JSAI2018

Presentation information

Oral presentation

General Session » [General Session] 9. NLP / IR

[4G2] [General Session] 9. NLP / IR

Fri. Jun 8, 2018 2:00 PM - 3:20 PM Room G (5F Ruby Hall Hiten)

座長:竹内 誉羽(HRI)

3:00 PM - 3:20 PM

[4G2-04] Semi-supervised Sentiment Classification with Dialog Data

〇Toru Shimizu1, Hayato Kobayashi1,2, Nobuyuki Shimizu1 (1. Yahoo Japan Corporation, 2. RIKEN AIP)

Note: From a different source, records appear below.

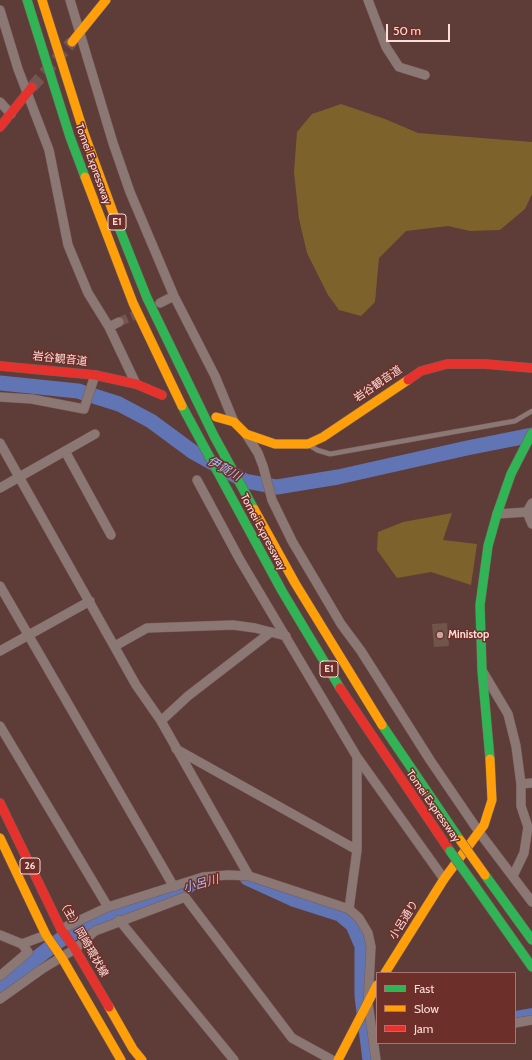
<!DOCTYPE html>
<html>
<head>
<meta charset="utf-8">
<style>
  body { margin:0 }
  #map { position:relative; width:532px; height:1060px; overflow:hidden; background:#5e3c38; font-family:Cabin,sans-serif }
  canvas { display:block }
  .legend { position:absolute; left:376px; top:972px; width:140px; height:72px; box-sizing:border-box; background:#6d2f29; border:1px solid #a7756f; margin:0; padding:5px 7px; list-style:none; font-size:12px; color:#fdddd8 }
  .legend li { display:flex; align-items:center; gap:8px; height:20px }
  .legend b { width:20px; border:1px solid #a7756f }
  .scale { position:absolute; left:386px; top:24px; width:64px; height:18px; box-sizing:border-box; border:2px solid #fdddd8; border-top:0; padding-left:5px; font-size:12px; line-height:14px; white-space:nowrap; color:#fdddd8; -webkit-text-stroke:3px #6d2f29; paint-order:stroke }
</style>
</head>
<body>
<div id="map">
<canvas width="532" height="1060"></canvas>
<ul class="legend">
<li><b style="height:5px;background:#30b455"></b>Fast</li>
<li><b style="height:5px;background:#ff9f0a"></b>Slow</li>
<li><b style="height:5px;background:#e5322d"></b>Jam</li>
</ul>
<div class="scale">50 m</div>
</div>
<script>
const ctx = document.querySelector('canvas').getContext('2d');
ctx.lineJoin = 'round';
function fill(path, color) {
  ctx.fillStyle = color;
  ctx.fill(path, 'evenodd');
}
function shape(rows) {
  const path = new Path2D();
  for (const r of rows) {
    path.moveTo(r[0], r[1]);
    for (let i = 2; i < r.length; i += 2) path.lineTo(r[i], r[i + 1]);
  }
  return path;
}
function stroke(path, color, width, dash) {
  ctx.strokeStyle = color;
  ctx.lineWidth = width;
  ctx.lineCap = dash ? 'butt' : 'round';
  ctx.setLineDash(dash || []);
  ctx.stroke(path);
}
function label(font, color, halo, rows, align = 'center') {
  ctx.font = font + ' Cabin,"Noto Sans JP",sans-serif';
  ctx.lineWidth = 3;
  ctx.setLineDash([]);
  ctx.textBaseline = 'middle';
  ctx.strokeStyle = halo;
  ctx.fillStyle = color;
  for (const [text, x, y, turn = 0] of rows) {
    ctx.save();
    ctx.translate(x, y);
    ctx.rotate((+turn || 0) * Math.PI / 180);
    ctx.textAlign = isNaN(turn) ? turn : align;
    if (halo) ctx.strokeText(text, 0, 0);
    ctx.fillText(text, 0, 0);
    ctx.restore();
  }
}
fill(shape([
  [341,104,385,119,418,133,532,142,532,194,525,209,500,230,470,231,448,226,406,231,379,258,375,302,361,316,339,310,328,295,307,253,299,219,294,172,297,132,312,114],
  [452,513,443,540,477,544,471,585,431,572,397,578,377,550,378,532,403,522]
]), '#7d632b');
fill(shape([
  [532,1008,532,1016,515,1020,515,1011]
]), '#6174b3');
stroke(shape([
  [0,383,78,391,119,404,151,421,193,452,245,481,277,487,338,477,467,448,532,435],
  [247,878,293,899,340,914,353,925,362,946,362,996,370,1060],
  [0,986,60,940,96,921,190,885]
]), '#6174b3', 15);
fill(shape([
  [447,623,449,646,434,647,432,624]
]), '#71544a');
stroke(shape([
  [119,322,142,312]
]), '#765450', 9, [9, 4.5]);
stroke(shape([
  [32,87,72,42]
]), '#765450', 12, [12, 6]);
const lane = shape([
  [309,445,317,450,330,454,515,421,532,411]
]);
const street = shape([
  [70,0,113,143,130,192,174,296,215,376,234,422],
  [368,0,386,47,399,67,425,75],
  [0,10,18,69,49,150,68,245,88,293,109,327,136,384],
  [0,102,11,114],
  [160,303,174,296],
  [109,327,119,322],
  [0,397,32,399,84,409,95,375],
  [246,434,258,453,263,466,272,500,292,541,341,624,361,651,430,760,479,832,532,902],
  [0,443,136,685,161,721,249,876],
  [65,451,111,535],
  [197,480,240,560,357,757,444,879],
  [0,488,95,434],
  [527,512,532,524],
  [527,512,532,503],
  [497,514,527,512],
  [0,586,174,887],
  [115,646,147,628,233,625,255,628,286,636],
  [0,651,90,601],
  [483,672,508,714,516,746,521,784,521,806,528,827,524,853,513,876],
  [161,721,188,696,271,632],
  [0,726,108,907],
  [176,749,357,850],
  [521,784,532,783],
  [349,909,357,850,357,757],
  [119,920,234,1060],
  [61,929,108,907,203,877,228,875,249,876,349,909,359,918,368,933,371,947,368,1003,376,1060],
  [0,935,22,944,46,935],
  [0,976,28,952,22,944],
  [0,999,42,969,75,949,95,931,185,897,292,1038,332,1060],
  [515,1023,532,1020]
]);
const fast = shape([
  [27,0,70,137,85,177],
  [114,215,147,298,214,436,254,509],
  [182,406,282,591,340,688],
  [382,725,460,840],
  [490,759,482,670,480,605,488,546,497,514,511,474,532,433],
  [485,875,532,940],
  [475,886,532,967]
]);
const slow = shape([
  [42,0,84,133,114,215],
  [72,42,106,0],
  [85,177,133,303,182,406],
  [216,417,234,422,246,434,275,444,308,444,323,437,408,380],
  [254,509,295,583,382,725],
  [0,838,46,935,62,958,121,1060],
  [385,973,444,879,484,825,492,800,490,759],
  [109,1007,133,1049,142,1060],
  [338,1060,377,985]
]);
const jam = shape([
  [0,127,32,87],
  [0,366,95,375,136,384,162,395],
  [408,380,421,371,447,364,485,364,532,368],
  [340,688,450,851],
  [0,803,61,929,75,949,109,1007]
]);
stroke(lane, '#775b58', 5.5);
stroke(street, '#775b58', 10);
stroke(fast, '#775b58', 10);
stroke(slow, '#775b58', 10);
stroke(jam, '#775b58', 10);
stroke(lane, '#8b7875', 4.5);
stroke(street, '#8b7875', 9);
stroke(fast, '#30b455', 9);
stroke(slow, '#ff9f0a', 9);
stroke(jam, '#e5322d', 9);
const fastBridge = shape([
  [450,851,475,886]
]);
const slowBridge = shape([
  [460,840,485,875]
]);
stroke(fastBridge, '#775b58', 10, []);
stroke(slowBridge, '#775b58', 10, []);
stroke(fastBridge, '#30b455', 9);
stroke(slowBridge, '#ff9f0a', 9);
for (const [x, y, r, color] of [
  [440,635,4,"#c5a5a0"]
]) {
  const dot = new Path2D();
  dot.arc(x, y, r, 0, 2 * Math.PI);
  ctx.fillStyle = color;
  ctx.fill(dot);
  stroke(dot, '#6d2f29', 1.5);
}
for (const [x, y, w] of [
  [117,222,18],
  [329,669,18],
  [30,866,20]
]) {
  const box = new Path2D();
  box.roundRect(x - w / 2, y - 8, w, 16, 3);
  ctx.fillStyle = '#6d2f29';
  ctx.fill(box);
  stroke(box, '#fdddd8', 1);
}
label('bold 10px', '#fdddd8', null, [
  ["E1",117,222],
  ["E1",329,669],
  ["26",30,866]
]);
label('11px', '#fdddd8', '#6d2f29', [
  ["Tomei Expressway",93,164,70],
  ["岩谷観音道",60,359,6],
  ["岩谷観音道",378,384,-34],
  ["Tomei Expressway",263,532,62],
  ["Tomei Expressway",433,806,55],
  ["小呂通り",404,920,-58],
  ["（主）岡崎環状線",83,938,60]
]);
label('bold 11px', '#fdddd8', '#6d2f29', [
  ["Ministop",448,635]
], 'left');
label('italic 12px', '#a9c0f8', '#6d2f29', [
  ["伊賀川",224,469,29],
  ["小呂川",201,884,-15]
]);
</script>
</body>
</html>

Keywords:Sentiment Analysis, Semi-supervised Learning, Dialog

The huge cost of creating labeled training data is a common problem for supervised learning tasks such as sentiment classification. Recent studies showed that pretraining with unlabeled data via a language model can improve the performance of classification models. In this paper, we take the concept a step further by using a conditional language model, instead of a language model. Specifically, we address a sentiment classification task for a tweet analysis service as a case study and propose a pretraining strategy with unlabeled dialog data (tweet-reply pairs) via an encoder-decoder model. Experimental results show that our strategy can improve the performance of sentiment classifiers and outperform several state-of-the-art strategies including language model pretraining.